Eales is careful about his facts, although we did note the following: misspelling ‘MacDonnell’ (e.g. page 132); page 153, Lasker did not become a doctor in 1902; page 153, Lasker played four, not three, tournaments in the period under consideration. Page 161: Marshall did not become US Champion in 1906. Page 194: FIDE’s motto is misspelled.
In addition there are many statements which are, at the minimum, debatable, while certain historical references, such as the Glasgow Herald one on page 156, arouse suspicions about Eales’ well-rounded knowledge of the game’s history.

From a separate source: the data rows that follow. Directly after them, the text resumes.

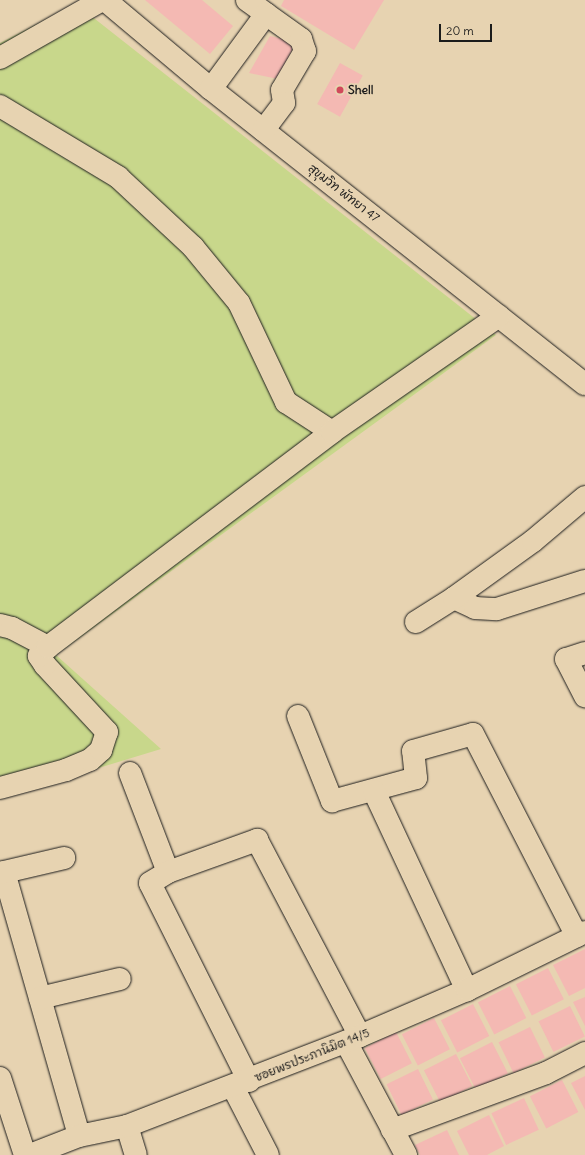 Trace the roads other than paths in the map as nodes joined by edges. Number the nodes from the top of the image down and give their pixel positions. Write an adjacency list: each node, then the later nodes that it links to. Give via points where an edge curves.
1 (102, 0): 5 (street)
2 (105, 0): 6 (street, สุขุมวิท พัทยา 47)
3 (247, 0): 4 (street)
4 (266, 14): 6 (street); 8 (street, via 301,39 305,51 282,90 282,106)
5 (0, 58)
6 (211, 89): 8 (street, สุขุมวิท พัทยา 47)
7 (0, 106): 11 (street, via 118,177 193,247 239,303 286,402)
8 (264, 130): 9 (street, สุขุมวิท พัทยา 47)
9 (499, 316): 10 (street, สุขุมวิท พัทยา 47); 11 (street)
10 (585, 384)
11 (332, 432): 17 (street)
12 (585, 497): 14 (street, via 533,541)
13 (585, 581): 14 (street, via 497,609 475,608)
14 (454, 598): 15 (street)
15 (416, 622)
16 (0, 626): 17 (street, via 12,628)
17 (48, 647): 22 (street, via 39,656 45,665 106,732 101,750 90,760 66,770)
18 (585, 653): 19 (street, via 566,659)
19 (585, 696)
20 (298, 716): 23 (street, via 332,801)
21 (130, 773): 25 (street)
22 (0, 788)
23 (374, 791): 27 (street, via 416,778 413,751 473,734); 29 (street)
24 (64, 858): 26 (street)
25 (168, 872): 31 (street, via 257,840); 34 (street, via 150,883)
26 (2, 873): 30 (street)
27 (581, 934): 29 (street, ซอยพรประภานิมิต 14/5)
28 (120, 979): 30 (street)
29 (466, 990): 31 (street, ซอยพรประภานิมิต 14/5)
30 (40, 998): 37 (street)
31 (353, 1039): 34 (street, ซอยพรประภานิมิต 14/5); 36 (street)
32 (585, 1053): 36 (street, via 546,1073)
33 (0, 1078): 38 (street)
34 (241, 1084): 35 (street, ซอยพรประภานิมิต 14/5); 41 (street)
35 (127, 1126): 37 (street, ซอยพรประภานิมิต 14/5); 40 (street)
36 (392, 1130): 42 (street)
37 (79, 1136): 39 (street, ซอยพรประภานิมิต 14/5)
38 (25, 1155)
39 (30, 1155)
40 (136, 1155)
41 (268, 1155)
42 (406, 1155) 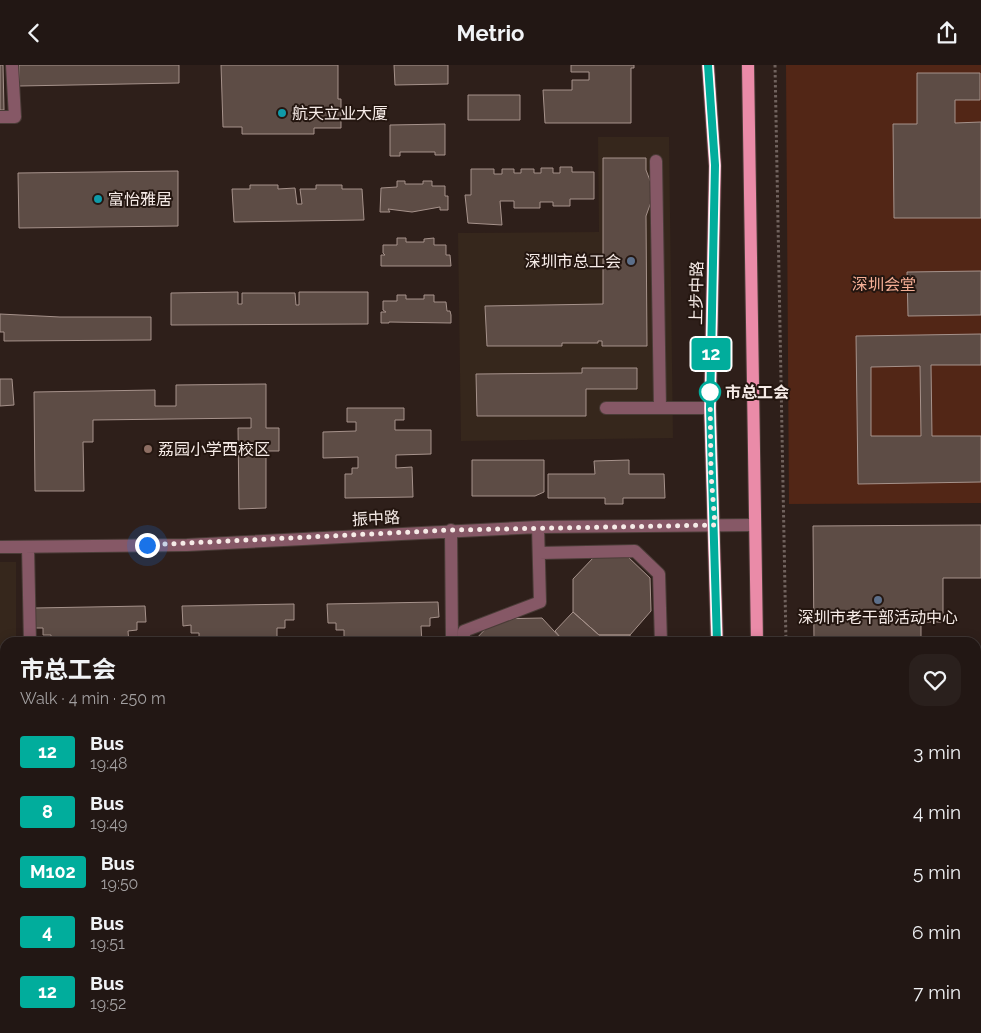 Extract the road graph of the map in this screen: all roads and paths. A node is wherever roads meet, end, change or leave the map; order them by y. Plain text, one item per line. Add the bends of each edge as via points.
1 (12, 65) edge
2 (708, 65) edge
3 (748, 65) edge
4 (775, 65) edge
5 (0, 117) edge
6 (656, 161) dead end
7 (606, 407) dead end
8 (660, 407) junction
9 (710, 408) junction
10 (715, 525) junction
11 (754, 525) junction
12 (538, 527) junction
13 (451, 530) junction
14 (0, 547) edge
15 (28, 547) junction
16 (539, 553) junction
17 (30, 637) edge
18 (452, 637) edge
19 (464, 637) edge
20 (661, 637) edge
21 (717, 637) edge
22 (757, 637) edge
23 (786, 637) edge

1 - 5 street via 15,117
2 - 9 main road, 上步中路 via 715,165
3 - 11 main road
4 - 23 path
6 - 8 street
7 - 8 street
8 - 9 street
9 - 10 main road, 上步中路
10 - 11 street, 振中路
10 - 12 street, 振中路
10 - 21 main road, 上步中路
11 - 22 main road
12 - 13 street, 振中路
12 - 16 street
13 - 15 street, 振中路 via 186,545
13 - 18 street
14 - 15 street, 振中路
15 - 17 street
16 - 19 street via 540,602 464,631
16 - 20 street via 635,551 659,575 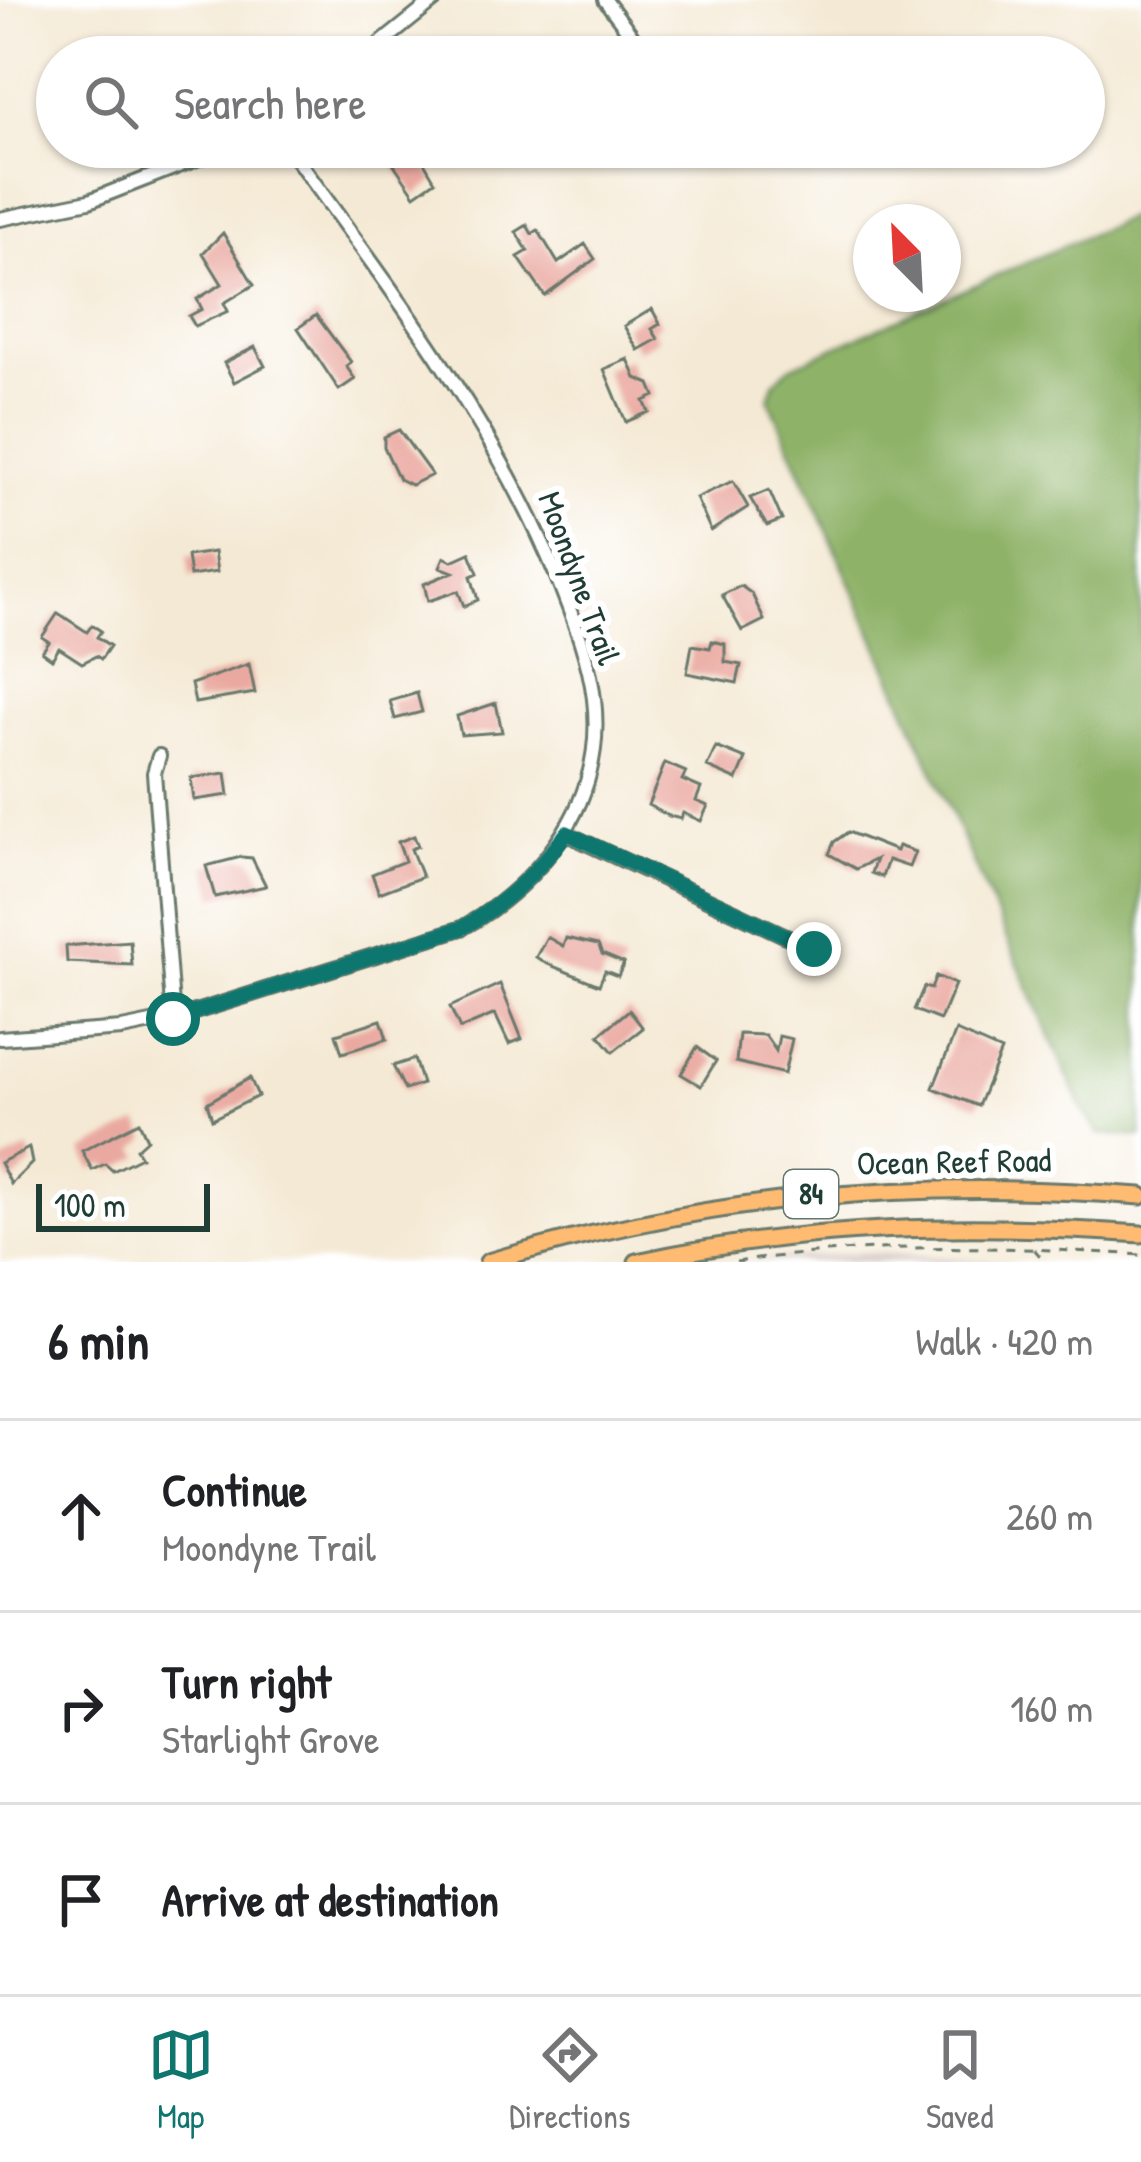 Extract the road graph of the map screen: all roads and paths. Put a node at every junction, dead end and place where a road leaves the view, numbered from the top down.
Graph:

In general, though, a carefully prepared book, the hallmarks of which are clarity and common sense.
(878)
Regarding From Baguio to Merano by A. Karpov and V. Baturinsky (Oxford, 1986), C.N. 1322 (written in 1987) concluded:
One final note on this book (which, incidentally, is exceptionally well proof-read): it contains the allegation that Harry Golombek and Murray Chandler helped the Korchnoi camp by regularly analyzing adjourned games. Denying this in the BCM of December 1981 (page 513), Golombek expressed the hope that Karpov’s work would be translated and published in England ‘so that I can proceed to sue him for libel’. Now we shall see.
See also Anatoly Karpov.
C.N. 889 quoted from page 94 of The Literature of Chess by John Graham (Jefferson, 1984):
‘Golombek was born of Russian parents and speaks Russian well.’
The book had what we termed ‘an ill-considered complimentary Foreword written by H. Golombek.’

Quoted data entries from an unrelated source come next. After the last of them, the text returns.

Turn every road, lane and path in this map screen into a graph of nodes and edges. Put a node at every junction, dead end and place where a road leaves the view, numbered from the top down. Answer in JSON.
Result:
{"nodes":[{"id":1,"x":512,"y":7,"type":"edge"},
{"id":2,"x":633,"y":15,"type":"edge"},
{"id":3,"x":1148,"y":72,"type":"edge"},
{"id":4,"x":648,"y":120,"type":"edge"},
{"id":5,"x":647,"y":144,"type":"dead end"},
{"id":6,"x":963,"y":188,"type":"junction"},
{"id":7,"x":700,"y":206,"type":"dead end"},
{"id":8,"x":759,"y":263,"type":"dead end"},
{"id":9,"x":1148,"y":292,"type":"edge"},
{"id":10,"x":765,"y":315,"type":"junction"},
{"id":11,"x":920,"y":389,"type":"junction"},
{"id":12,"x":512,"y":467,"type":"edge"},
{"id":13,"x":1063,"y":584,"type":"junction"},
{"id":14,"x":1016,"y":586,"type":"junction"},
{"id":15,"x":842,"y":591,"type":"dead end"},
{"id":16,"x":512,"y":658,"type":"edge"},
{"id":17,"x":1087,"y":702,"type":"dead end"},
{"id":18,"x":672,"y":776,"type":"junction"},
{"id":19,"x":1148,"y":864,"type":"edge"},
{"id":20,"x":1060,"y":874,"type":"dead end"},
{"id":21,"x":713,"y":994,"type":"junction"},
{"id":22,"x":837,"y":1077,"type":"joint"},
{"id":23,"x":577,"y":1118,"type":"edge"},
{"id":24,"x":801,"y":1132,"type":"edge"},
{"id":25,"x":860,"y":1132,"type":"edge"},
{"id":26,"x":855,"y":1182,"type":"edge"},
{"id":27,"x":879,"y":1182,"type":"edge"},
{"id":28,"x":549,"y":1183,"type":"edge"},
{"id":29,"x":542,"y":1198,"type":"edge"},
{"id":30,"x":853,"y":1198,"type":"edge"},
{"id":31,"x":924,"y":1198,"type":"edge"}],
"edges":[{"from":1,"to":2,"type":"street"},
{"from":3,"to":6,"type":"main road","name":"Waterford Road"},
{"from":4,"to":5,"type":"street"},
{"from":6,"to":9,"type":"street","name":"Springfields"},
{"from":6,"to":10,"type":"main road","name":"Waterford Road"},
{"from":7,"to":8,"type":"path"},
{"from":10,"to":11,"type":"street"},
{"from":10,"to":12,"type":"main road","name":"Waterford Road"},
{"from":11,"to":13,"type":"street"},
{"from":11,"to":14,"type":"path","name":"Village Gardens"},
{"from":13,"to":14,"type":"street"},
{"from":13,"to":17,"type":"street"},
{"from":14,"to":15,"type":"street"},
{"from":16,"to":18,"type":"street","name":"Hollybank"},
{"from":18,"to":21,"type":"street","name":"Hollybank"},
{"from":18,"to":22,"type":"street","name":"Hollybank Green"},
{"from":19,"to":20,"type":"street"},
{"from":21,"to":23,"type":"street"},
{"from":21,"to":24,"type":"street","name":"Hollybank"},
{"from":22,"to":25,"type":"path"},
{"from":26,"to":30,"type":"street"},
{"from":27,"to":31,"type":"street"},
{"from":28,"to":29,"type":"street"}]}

Below are our comments in C.N. 1081:
The July 1946 CHESS (page 226) states that Golombek was born of Polish parents, while the 1985 Who’s Who reports that he is the son of Barnet and Emma Golombek. The same Who’s Who describes H.G. as ‘Joint Editor, British Chess Magazine 1949-67’. Goodness only knows where that came from – certainly not from Golombek’s Encyclopedia, which correctly credits Brian Reilly with editorship – sole editorship – for the whole of that period and more.
On the subject of Golombek’s parents, see also C.N. 11824 below.
From the Summer 1955 Chess Reader, in which Ken Whyld reviewed Tartakower and du Mont’s 100 Master Games of Modern Chess:
‘It is curious to see once more the game Golombek-Brown, in which White wins by means of a neat but obvious piece sacrifice. From the excessive number of times it has been published, future generations must think it highly esteemed in our day.’
(1338)
Golombek had a longstanding difficulty in relating correctly the basic facts of Capablanca’s record, and C.N. 1406 shows how a concentration of errors remained in successive editions of another book of his.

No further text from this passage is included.